El Emperador se enteraría de todo en la mañana, había pasado el golpe durmiendo en su cuarto, sin ser despertado.
A mediodía, el 15 de agosto de 1945, el pueblo japonés escucharía la voz de su Emperador por primera vez. La grabación, donde Hirohito anunciaba la decisión de culminar la guerra, delicadamente evitando declarar una derrota y eliminando el papel de Japón como el agresor, sería escuchada en todas las radios públicas y privadas de un país paralizado. Al culminar la transmisión, millones sentirían alivio, millones se preocuparían por el futuro y millones llorarían, temiendo las consecuencias de ser ocupados por el enemigo.
A pesar de la devastación absoluta que trajo la última guerra imperial japonesa en el Pacífico, muchos en la nación creían que aún se podía ganar.

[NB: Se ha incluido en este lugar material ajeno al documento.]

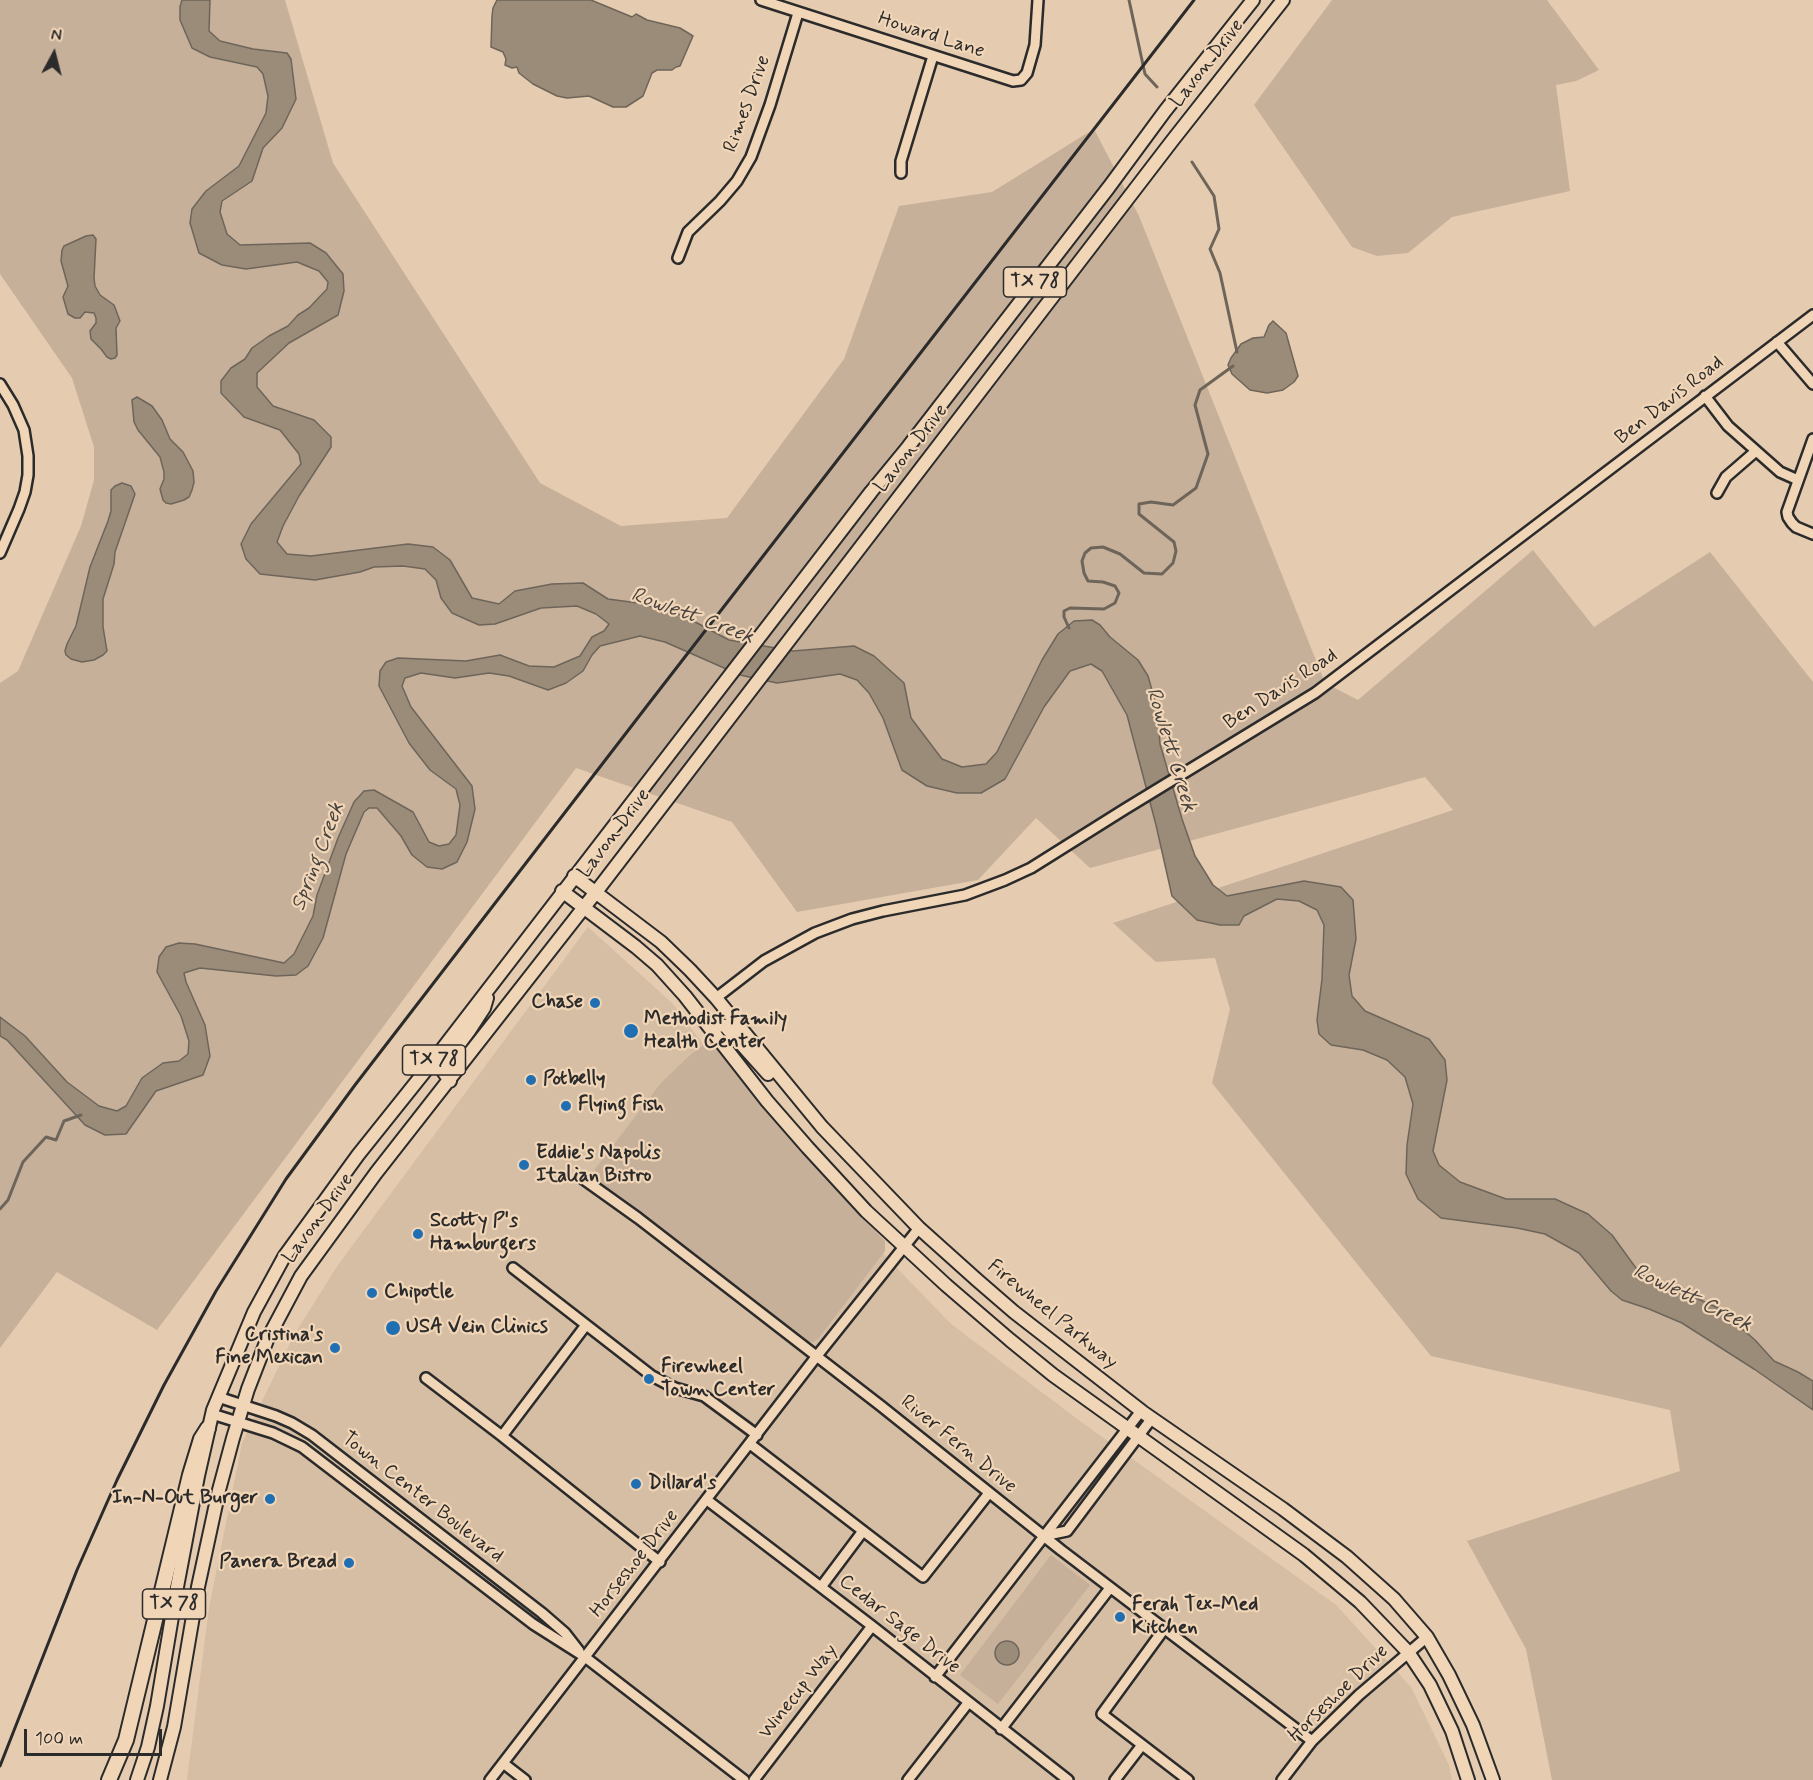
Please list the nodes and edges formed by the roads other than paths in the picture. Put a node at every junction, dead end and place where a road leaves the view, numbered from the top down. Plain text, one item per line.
1 (761, 0) edge
2 (1038, 0) edge
3 (1253, 0) edge
4 (1283, 0) edge
5 (798, 13) junction
6 (933, 56) junction
7 (901, 173) dead end
8 (678, 258) dead end
9 (1813, 315) edge
10 (1777, 342) junction
11 (0, 384) edge
12 (1813, 384) edge
13 (1705, 396) junction
14 (1813, 439) edge
15 (1756, 451) junction
16 (1798, 480) junction
17 (1717, 493) dead end
18 (1813, 534) edge
19 (0, 553) edge
20 (574, 876) junction
21 (562, 891) junction
22 (596, 892) junction
23 (584, 907) junction
24 (490, 986) junction
25 (716, 998) junction
26 (711, 1029) junction
27 (450, 1080) junction
28 (822, 1127) junction
29 (582, 1178) dead end
30 (919, 1228) junction
31 (903, 1246) junction
32 (513, 1268) dead end
33 (586, 1325) junction
34 (816, 1357) junction
35 (426, 1378) dead end
36 (218, 1397) junction
37 (242, 1406) junction
38 (212, 1414) junction
39 (1147, 1414) junction
40 (237, 1422) junction
41 (208, 1428) junction
42 (1127, 1429) junction
43 (757, 1435) junction
44 (501, 1436) junction
45 (1138, 1437) junction
46 (750, 1444) junction
47 (989, 1493) junction
48 (707, 1500) junction
49 (863, 1531) junction
50 (1043, 1536) junction
51 (660, 1562) junction
52 (821, 1587) junction
53 (1110, 1588) junction
54 (872, 1626) junction
55 (1164, 1629) junction
56 (1427, 1637) junction
57 (1408, 1652) junction
58 (585, 1657) junction
59 (935, 1677) junction
60 (968, 1703) junction
61 (1001, 1728) junction
62 (1312, 1741) junction
63 (1142, 1745) junction
64 (503, 1763) junction
65 (109, 1780) edge
66 (137, 1780) edge
67 (160, 1780) edge
68 (490, 1780) edge
69 (525, 1780) edge
70 (744, 1780) edge
71 (754, 1780) edge
72 (908, 1780) edge
73 (1068, 1780) edge
74 (1115, 1780) edge
75 (1188, 1780) edge
76 (1282, 1780) edge
77 (1468, 1780) edge
78 (1492, 1780) edge

1 - 5 street, Howard Lane
2 - 6 street, Howard Lane
3 - 20 main road, Lavon Drive / TX 78
4 - 22 main road, Lavon Drive / TX 78
5 - 6 street, Howard Lane
5 - 8 street, Rimes Drive
6 - 7 street
9 - 10 street, Ben Davis Road
10 - 12 street
10 - 13 street, Ben Davis Road
11 - 19 street
13 - 15 street
13 - 25 street, Ben Davis Road
14 - 16 street
15 - 16 street
15 - 17 street
16 - 18 street
20 - 21 main road, Lavon Drive / TX 78
20 - 22 main road, Firewheel Parkway
21 - 23 main road
21 - 24 main road, Lavon Drive / TX 78
22 - 23 main road, Lavon Drive / TX 78
22 - 25 main road, Firewheel Parkway
23 - 26 main road
23 - 27 main road, Lavon Drive / TX 78
24 - 27 main road
24 - 36 main road, Lavon Drive / TX 78
25 - 28 main road, Firewheel Parkway
26 - 28 main road
26 - 31 main road
27 - 37 main road, Lavon Drive / TX 78
28 - 30 main road, Firewheel Parkway
29 - 34 street, River Fern Drive
30 - 31 street, Horseshoe Drive
30 - 39 main road, Firewheel Parkway
31 - 34 street, Horseshoe Drive
31 - 42 main road
32 - 33 street
33 - 43 street
33 - 44 street
34 - 43 street, Horseshoe Drive
34 - 47 street, River Fern Drive
35 - 44 street
36 - 37 street, Town Center Boulevard
36 - 38 main road, Lavon Drive / TX 78
37 - 40 main road, Lavon Drive / TX 78
37 - 58 street, Town Center Boulevard
38 - 40 street, Town Center Boulevard
38 - 41 main road, Lavon Drive / TX 78
39 - 42 street
39 - 45 street
39 - 56 main road, Firewheel Parkway
40 - 58 street, Town Center Boulevard
40 - 67 main road, Lavon Drive / TX 78
41 - 65 highway
41 - 66 main road, Lavon Drive / TX 78
42 - 45 main road
42 - 50 street
43 - 46 street, Horseshoe Drive
44 - 51 street
45 - 50 street
45 - 57 main road
46 - 48 street, Horseshoe Drive
46 - 49 street
47 - 49 street
47 - 50 street, River Fern Drive
48 - 51 street, Horseshoe Drive
48 - 52 street, Cedar Sage Drive
49 - 52 street
50 - 53 street, River Fern Drive
50 - 59 street
51 - 58 street, Horseshoe Drive
52 - 54 street, Cedar Sage Drive
53 - 55 street, River Fern Drive
53 - 61 street
54 - 59 street, Cedar Sage Drive
54 - 71 street, Winecup Way
55 - 62 street, River Fern Drive
55 - 63 street
56 - 57 street, Horseshoe Drive
56 - 78 main road, Firewheel Parkway
57 - 62 street, Horseshoe Drive
57 - 77 main road
58 - 64 street, Horseshoe Drive
58 - 70 street, Town Center Boulevard
59 - 60 street, Cedar Sage Drive
60 - 61 street, Cedar Sage Drive
60 - 72 street
61 - 73 street, Cedar Sage Drive
62 - 76 street, Horseshoe Drive
63 - 74 street
63 - 75 street
64 - 68 street, Horseshoe Drive
64 - 69 street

Juraban que su posición, por tan precaria que se veía desde afuera, aguantaría una última gran batalla. Una última victoria. La historia está llena de personas en posiciones similares, aquellos que pensaban que las cosas iban bien hasta que la realidad destruyó sus ilusiones de un solo gran golpe. La naturaleza compleja y sesgada de la perspectiva debe siempre ser recordada, especialmente por quienes hoy en día consideran que ellos también están por ganar.